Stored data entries
::::::::

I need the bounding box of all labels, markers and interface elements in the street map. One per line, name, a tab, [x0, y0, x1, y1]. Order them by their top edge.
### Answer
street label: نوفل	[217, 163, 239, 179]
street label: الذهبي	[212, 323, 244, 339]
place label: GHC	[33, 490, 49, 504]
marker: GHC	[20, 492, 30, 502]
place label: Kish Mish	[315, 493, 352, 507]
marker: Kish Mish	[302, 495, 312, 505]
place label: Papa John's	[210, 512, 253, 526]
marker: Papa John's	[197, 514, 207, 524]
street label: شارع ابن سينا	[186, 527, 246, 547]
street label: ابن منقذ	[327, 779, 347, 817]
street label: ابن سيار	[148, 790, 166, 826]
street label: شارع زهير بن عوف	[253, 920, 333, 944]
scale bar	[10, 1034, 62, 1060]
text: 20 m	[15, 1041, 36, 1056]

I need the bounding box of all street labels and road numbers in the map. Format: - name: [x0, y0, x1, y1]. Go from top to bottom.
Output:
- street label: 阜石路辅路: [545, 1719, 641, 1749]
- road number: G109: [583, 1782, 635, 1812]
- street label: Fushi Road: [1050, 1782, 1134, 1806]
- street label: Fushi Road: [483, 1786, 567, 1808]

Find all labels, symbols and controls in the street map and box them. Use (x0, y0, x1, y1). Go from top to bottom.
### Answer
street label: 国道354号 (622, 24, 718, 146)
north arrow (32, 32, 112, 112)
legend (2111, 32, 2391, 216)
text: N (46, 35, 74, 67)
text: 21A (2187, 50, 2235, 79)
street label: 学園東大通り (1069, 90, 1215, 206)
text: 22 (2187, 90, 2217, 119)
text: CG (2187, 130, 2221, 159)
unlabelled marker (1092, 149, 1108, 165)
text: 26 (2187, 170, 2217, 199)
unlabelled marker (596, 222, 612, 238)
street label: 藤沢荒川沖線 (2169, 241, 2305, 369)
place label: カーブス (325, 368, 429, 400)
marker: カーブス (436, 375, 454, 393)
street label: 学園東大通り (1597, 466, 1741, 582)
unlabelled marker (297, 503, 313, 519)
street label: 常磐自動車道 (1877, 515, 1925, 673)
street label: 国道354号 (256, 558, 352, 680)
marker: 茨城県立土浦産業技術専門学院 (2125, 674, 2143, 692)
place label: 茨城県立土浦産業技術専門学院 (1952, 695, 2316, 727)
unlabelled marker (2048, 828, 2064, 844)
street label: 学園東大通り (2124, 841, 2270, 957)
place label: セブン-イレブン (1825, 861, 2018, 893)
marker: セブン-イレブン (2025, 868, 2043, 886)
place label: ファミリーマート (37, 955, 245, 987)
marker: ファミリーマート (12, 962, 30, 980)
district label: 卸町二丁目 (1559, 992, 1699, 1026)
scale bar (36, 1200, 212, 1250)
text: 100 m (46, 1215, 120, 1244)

::::::::

> **PROBLEM DETAILS**
A verbatim restatement of all the entries above is required.

> **RESULT BELOW**
I need the bounding box of all labels, markers and interface elements in the street map. One per line, name, a tab, [x0, y0, x1, y1]. Order them by their top edge.
### Answer
street label: نوفل	[217, 163, 239, 179]
street label: الذهبي	[212, 323, 244, 339]
place label: GHC	[33, 490, 49, 504]
marker: GHC	[20, 492, 30, 502]
place label: Kish Mish	[315, 493, 352, 507]
marker: Kish Mish	[302, 495, 312, 505]
place label: Papa John's	[210, 512, 253, 526]
marker: Papa John's	[197, 514, 207, 524]
street label: شارع ابن سينا	[186, 527, 246, 547]
street label: ابن منقذ	[327, 779, 347, 817]
street label: ابن سيار	[148, 790, 166, 826]
street label: شارع زهير بن عوف	[253, 920, 333, 944]
scale bar	[10, 1034, 62, 1060]
text: 20 m	[15, 1041, 36, 1056]

I need the bounding box of all street labels and road numbers in the map. Format: - name: [x0, y0, x1, y1]. Go from top to bottom.
Output:
- street label: 阜石路辅路: [545, 1719, 641, 1749]
- road number: G109: [583, 1782, 635, 1812]
- street label: Fushi Road: [1050, 1782, 1134, 1806]
- street label: Fushi Road: [483, 1786, 567, 1808]

Find all labels, symbols and controls in the street map and box them. Use (x0, y0, x1, y1). Go from top to bottom.
### Answer
street label: 国道354号 (622, 24, 718, 146)
north arrow (32, 32, 112, 112)
legend (2111, 32, 2391, 216)
text: N (46, 35, 74, 67)
text: 21A (2187, 50, 2235, 79)
street label: 学園東大通り (1069, 90, 1215, 206)
text: 22 (2187, 90, 2217, 119)
text: CG (2187, 130, 2221, 159)
unlabelled marker (1092, 149, 1108, 165)
text: 26 (2187, 170, 2217, 199)
unlabelled marker (596, 222, 612, 238)
street label: 藤沢荒川沖線 (2169, 241, 2305, 369)
place label: カーブス (325, 368, 429, 400)
marker: カーブス (436, 375, 454, 393)
street label: 学園東大通り (1597, 466, 1741, 582)
unlabelled marker (297, 503, 313, 519)
street label: 常磐自動車道 (1877, 515, 1925, 673)
street label: 国道354号 (256, 558, 352, 680)
marker: 茨城県立土浦産業技術専門学院 (2125, 674, 2143, 692)
place label: 茨城県立土浦産業技術専門学院 (1952, 695, 2316, 727)
unlabelled marker (2048, 828, 2064, 844)
street label: 学園東大通り (2124, 841, 2270, 957)
place label: セブン-イレブン (1825, 861, 2018, 893)
marker: セブン-イレブン (2025, 868, 2043, 886)
place label: ファミリーマート (37, 955, 245, 987)
marker: ファミリーマート (12, 962, 30, 980)
district label: 卸町二丁目 (1559, 992, 1699, 1026)
scale bar (36, 1200, 212, 1250)
text: 100 m (46, 1215, 120, 1244)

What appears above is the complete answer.